Understanding the use of laboratory tests is important clinically and economically,1,2 to ensure comprehensive but not excessive evaluation of patients' conditions. Current efforts to improve or reduce laboratory test use often include education for those ordering the tests,3–9 unbundling of laboratory panels so that the unwanted tests are avoided,10,11 and restricting repeat lab orders.12,13
In order understand these issues more fully, we examined the frequency and cost of laboratory test ordering in a large general medical inpatient service at the Hospital of the University of Pennsylvania. Laboratory test utilization serves as a test case to understand how supervision and control can be measured in hierarchical clinical teams. Using data on more than 10,000 patient-days, we tested the hypothesis that variation between patient-days in lab test utilization could be explained by differences across interns, across supervising residents, or across attending physicians. Further, using survey data from the same group of residents and interns, we tested the hypotheses that interns and residents were aware of their lab test ordering patterns and that they believed they influenced lab test utilization on inpatient medical services.
Our general approach here is to examine the relative sources of variation in the number and cost of lab tests ordered for a patient on any given day. Conceptually, we seek to assess the extent to which different numbers of tests are ordered on two randomly selected patient-days, which differ only in who the intern was. We want to compare that amount of variation with the amount of variation present on two randomly selected days that differ only in who the attending physician was. If interns are particularly influential in laboratory utilization, then there should be greater differences in the number of tests ordered when comparing two interns than when comparing two attending physicians. If attendings are closely supervising interns, conversely, then we would expect greater variation between patient-days with different attending physicians than patient-days with different interns. We implement this approach more generally using a regression framework to assess explainable variation.
To examine control of day-to-day laboratory utilization, we made use of the overlapping but distinct rotation schedules of interns, residents, and attendings. Any given patient-day can be uniquely assigned to a care team made up of an intern, supervising resident, and attending physician.
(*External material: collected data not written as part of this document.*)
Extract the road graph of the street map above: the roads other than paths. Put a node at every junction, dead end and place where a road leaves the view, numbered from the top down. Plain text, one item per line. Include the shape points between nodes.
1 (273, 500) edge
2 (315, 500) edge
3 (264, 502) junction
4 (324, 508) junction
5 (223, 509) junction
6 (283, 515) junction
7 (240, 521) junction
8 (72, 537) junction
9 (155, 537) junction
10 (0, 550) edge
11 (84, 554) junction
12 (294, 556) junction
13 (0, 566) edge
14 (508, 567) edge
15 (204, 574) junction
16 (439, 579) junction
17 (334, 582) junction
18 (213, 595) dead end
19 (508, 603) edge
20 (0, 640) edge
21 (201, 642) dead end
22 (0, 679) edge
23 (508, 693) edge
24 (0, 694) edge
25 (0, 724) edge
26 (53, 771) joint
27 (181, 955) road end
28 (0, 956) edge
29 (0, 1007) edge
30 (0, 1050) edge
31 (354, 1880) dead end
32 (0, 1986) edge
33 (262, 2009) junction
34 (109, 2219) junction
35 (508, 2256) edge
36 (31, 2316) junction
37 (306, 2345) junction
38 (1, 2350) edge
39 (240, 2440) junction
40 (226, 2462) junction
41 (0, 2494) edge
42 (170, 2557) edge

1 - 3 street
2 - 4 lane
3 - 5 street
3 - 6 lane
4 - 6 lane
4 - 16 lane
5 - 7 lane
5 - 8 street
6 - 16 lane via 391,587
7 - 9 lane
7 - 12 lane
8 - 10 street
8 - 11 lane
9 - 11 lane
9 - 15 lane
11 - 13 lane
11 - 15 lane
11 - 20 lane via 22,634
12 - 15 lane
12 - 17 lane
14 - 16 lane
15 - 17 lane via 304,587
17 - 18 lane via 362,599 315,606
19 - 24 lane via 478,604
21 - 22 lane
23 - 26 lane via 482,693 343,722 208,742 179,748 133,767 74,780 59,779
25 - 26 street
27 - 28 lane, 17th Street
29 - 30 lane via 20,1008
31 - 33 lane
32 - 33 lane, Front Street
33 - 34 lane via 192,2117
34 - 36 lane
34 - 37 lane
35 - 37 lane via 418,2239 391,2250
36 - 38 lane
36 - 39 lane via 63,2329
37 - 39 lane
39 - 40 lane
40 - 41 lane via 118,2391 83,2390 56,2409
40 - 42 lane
The variation in schedules means that each physician participates in several distinct team configurations, an important advantage of our study over past work.17 We examined this variation in our statistical analyses to determine the degree to which variation in day-to-day laboratory utilization can be attributed to different levels of supervision. We complemented this statistical analysis with surveying of the trainees.
This work was reviewed by the institutional review board of the University of Pennsylvania under protocol no. 805231.
This study was conducted on the hospitalist service of the Hospital of the University of Pennsylvania. This service is responsible for roughly 5,000 general medical admissions each year—approximately 40% of the admissions for the Department of Medicine. The admissions were made up of patients admitted through the Emergency Department without an identified physician in the system (80%) or those cared for by general internists in the faculty group clinical practice. At any given time, there were four teams of one faculty member, one resident, and two interns. The length of the rotations was 14 days for faculty and typically 28 days for interns and residents. Attending physicians were full-time hospitalists, with a median of seven years of practice at the time of this research.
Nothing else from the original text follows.